**Input records**
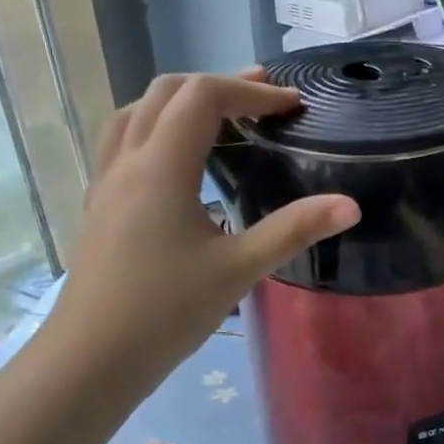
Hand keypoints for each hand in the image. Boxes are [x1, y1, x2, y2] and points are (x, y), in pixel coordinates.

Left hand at [41, 70, 358, 394]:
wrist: (93, 357)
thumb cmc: (168, 311)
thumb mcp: (239, 270)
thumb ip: (294, 230)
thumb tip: (350, 205)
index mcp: (162, 167)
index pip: (202, 97)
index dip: (251, 91)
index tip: (292, 106)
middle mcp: (128, 161)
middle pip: (166, 92)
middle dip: (218, 87)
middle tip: (265, 101)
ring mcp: (106, 182)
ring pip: (137, 113)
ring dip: (182, 103)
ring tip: (223, 121)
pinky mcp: (101, 206)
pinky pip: (125, 143)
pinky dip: (158, 130)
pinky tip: (181, 165)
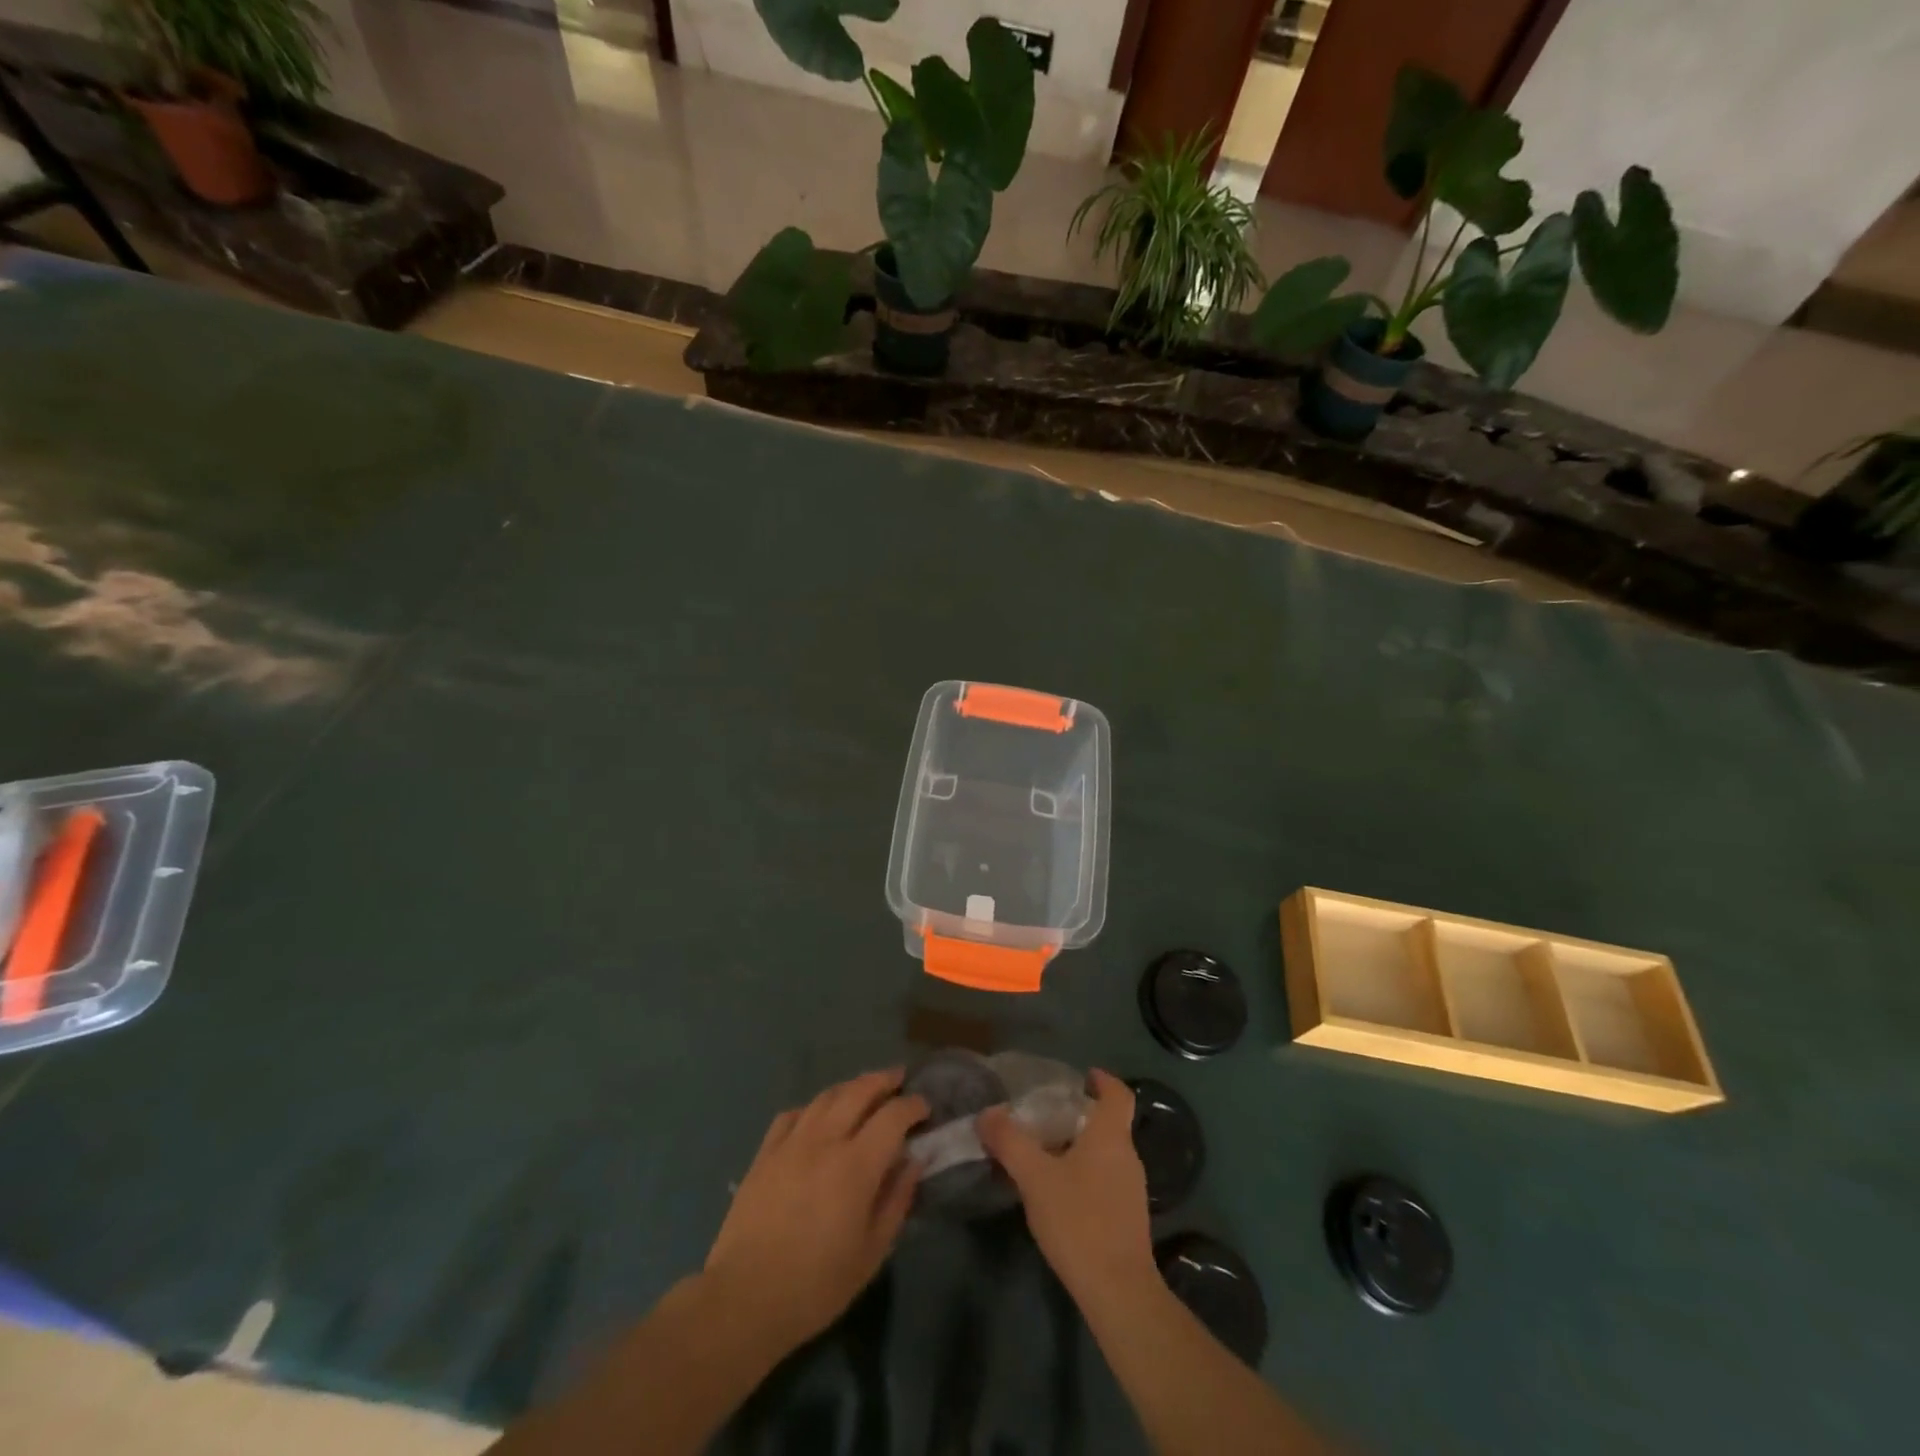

**What to work on**
Transcribe exactly, and without any pictures, each line from the one that holds "ring pip: (137, 113)" through the final line of the material above.

**Solution to this problem**
ring pip: (137, 113)
ring dip: (182, 103)
ring tip: (223, 121)
pinky mcp: (101, 206)
pinky pip: (125, 143)
pinky dip: (158, 130)
pinky tip: (181, 165)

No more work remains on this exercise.